Eupora is the largest city in Webster County, central Mississippi. The population was 2,197 at the 2010 census.

History
Eupora was established in 1889 by European Americans on a spur track of the Georgia Pacific Railway. While there had been agricultural development prior to this in the county, the railroad stimulated trade and businesses. Today this is the largest city in the county. 

Near here was a site in 1770 of armed conflict among some Native American tribes. The Chakchiuma were destroyed by the allied Choctaw and Chickasaw, who were traditional enemies in the region. They dominated territories in what became Mississippi and Alabama.

In 1904 Bud Simpson, an African-American man also known as Sterling (or Starling) Dunham, was accused of raping some white girls. Not given a trial, he was lynched - hanged from a tree by a mob of 200 cheering white people. They riddled his body with bullets.

Geography
According to the United States Census Bureau, the city has a total area of 3.6 square miles (9.3 km2), of which 3.3 square miles (8.4 km2) is land and 0.3 square mile (0.8 km2) (8.94%) is water.

Demographics

2020 census

As of the 2020 United States census, there were 2,018 people, 816 households, and 566 families residing in the city.

2000 census
As of the census of 2000, there were 2,326 people, 877 households, and 590 families residing in the city. The population density was 714.2 people per square mile (275.5/km2). There were 957 housing units at an average density of 293.9 per square mile (113.3/km2). The racial makeup of the city was 58.86% White, 38.01% African American, 0.13% Native American, 0.17% Asian, 2.28% from other races, and 0.56% from two or more races. Hispanic or Latino of any race were 3.74% of the population.

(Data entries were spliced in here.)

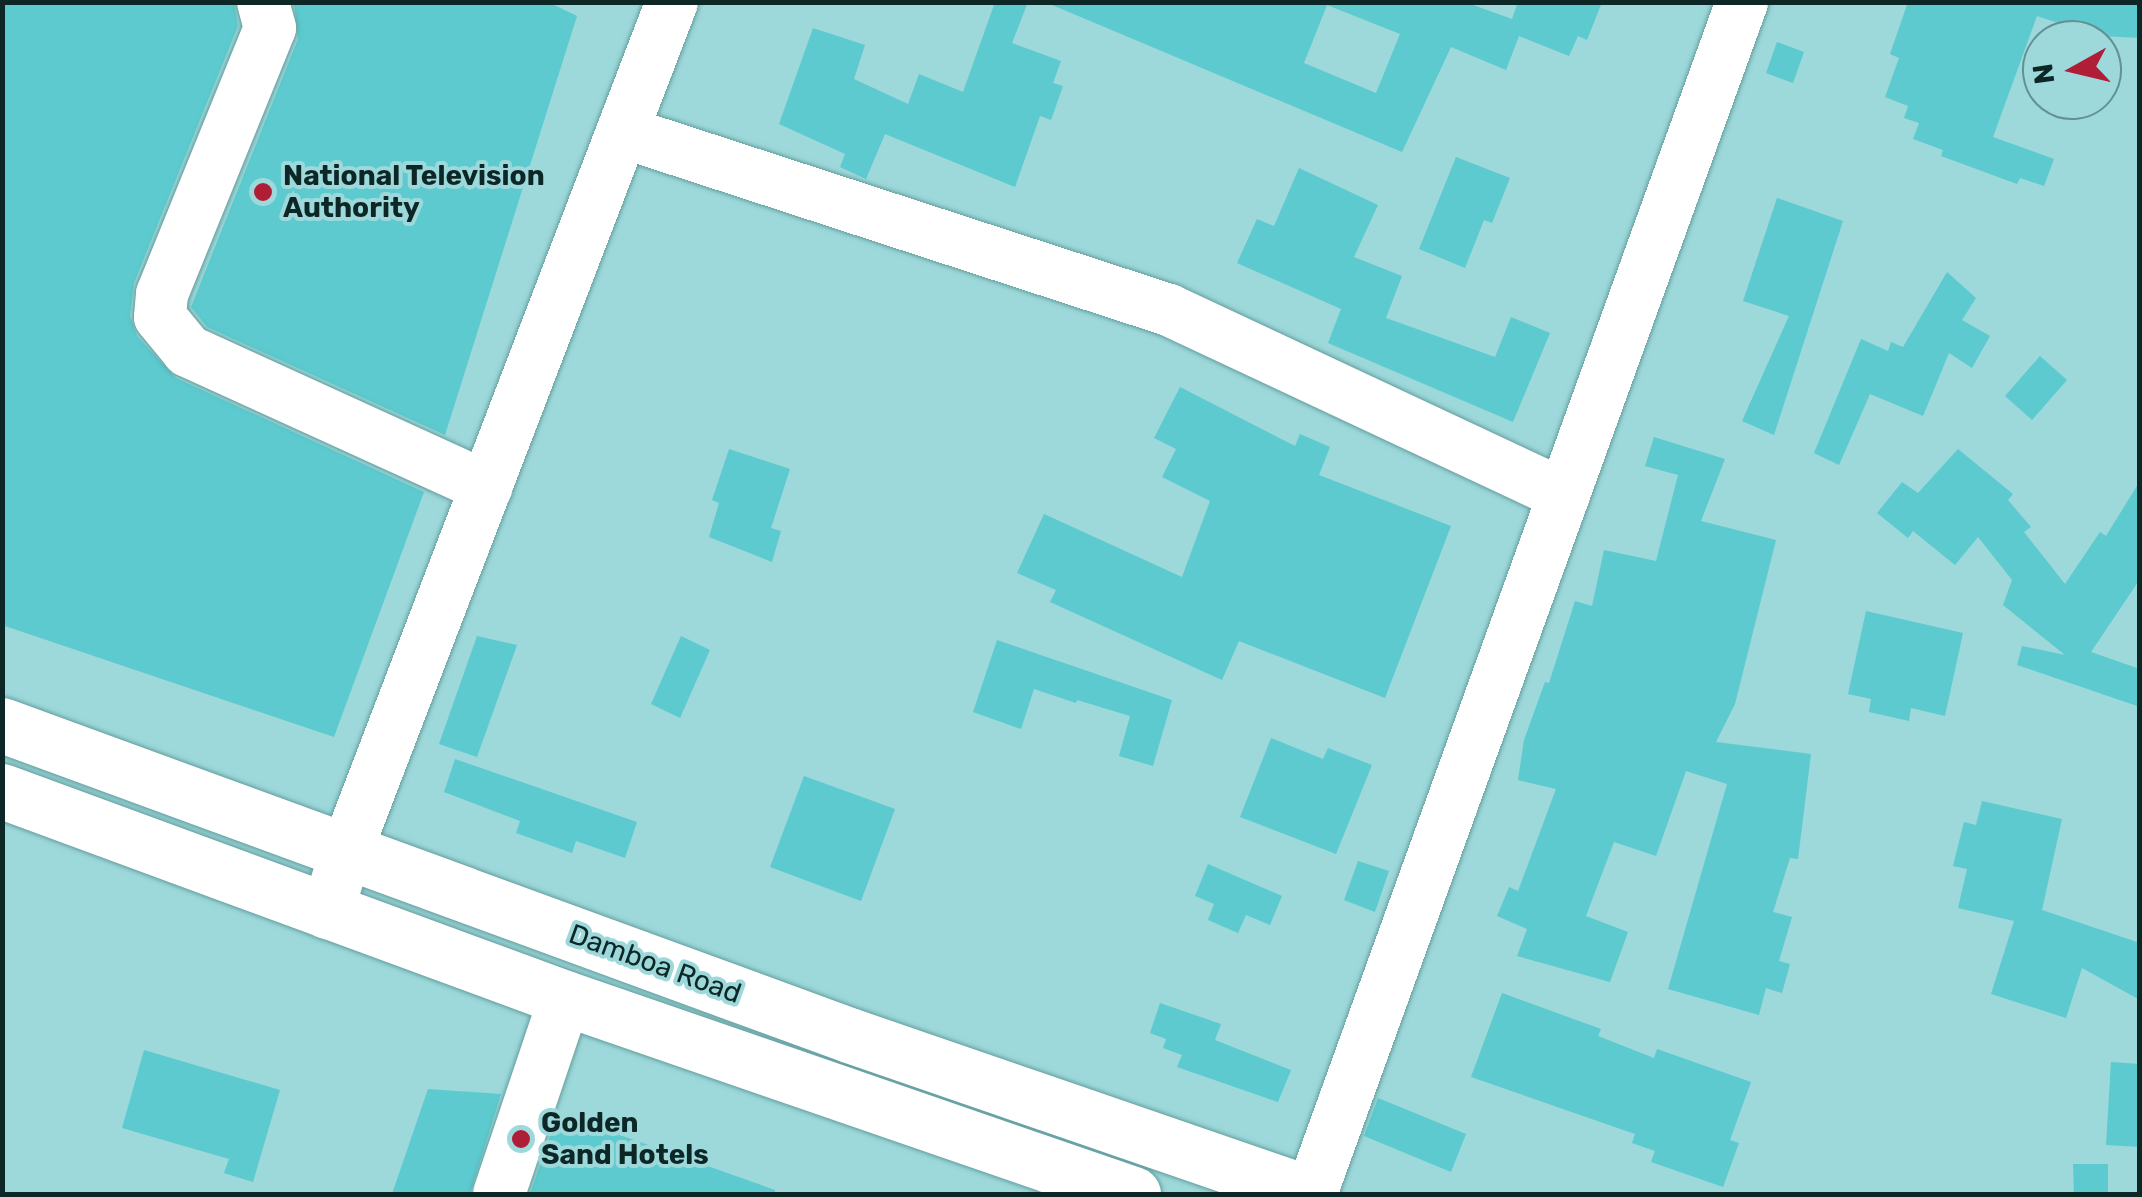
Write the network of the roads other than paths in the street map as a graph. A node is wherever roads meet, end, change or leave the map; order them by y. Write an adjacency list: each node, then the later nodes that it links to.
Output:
1 (263, 2): 5 (street)
2 (672, 2): 4 (street)
3 (1742, 2): 6 (street)
4 (622, 132): 5 (street); 6 (street)
5 (486, 487): 9 (street)
6 (1564, 495): 14 (street)
7 (2, 726): 9 (main road, Damboa Road)
8 (2, 790): 10 (main road)
9 (346, 852): 10 (street); 14 (main road, Damboa Road)
10 (327, 912): 11 (main road)
11 (565, 998): 12 (street); 13 (main road)
12 (500, 1194)
13 (1133, 1194)
14 (1311, 1194)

There were 877 households, out of which 31.9% had children under the age of 18 living with them, 41.3% were married couples living together, 21.2% had a female householder with no husband present, and 32.7% were non-families. 30.4% of all households were made up of individuals, and 16.4% had someone living alone who was 65 years of age or older. The average household size was 2.47 and the average family size was 3.08.

In the city, the population was spread out, with 26.1% under the age of 18, 9.3% from 18 to 24, 24.5% from 25 to 44, 18.1% from 45 to 64, and 22.1% who were 65 years of age or older. The median age was 38 years. For every 100 females, there were 79.5 males. For every 100 females age 18 and over, there were 74.1 males.

The median income for a household in the city was $24,839, and the median income for a family was $37,950. Males had a median income of $26,875 versus $21,458 for females. The per capita income for the city was $12,927. About 20.9% of families and 24.0% of the population were below the poverty line, including 35.6% of those under age 18 and 16.9% of those age 65 or over.

Education
The City of Eupora is served by the Webster County School District.  There are 2 elementary schools, 2 middle schools, 2 high schools, and a career and technical center.

Notable people
 Thomas Abernethy, former U.S. Congressman
 Johnie Hammond, Iowa state legislator
 Joseph Turner Patterson (D) - former Attorney General of Mississippi
 Marckell Patterson, professional basketball player
 Derrick Jones, professional football player.
 Donald C. Simmons, Jr., educator, author, poet and documentary film producer.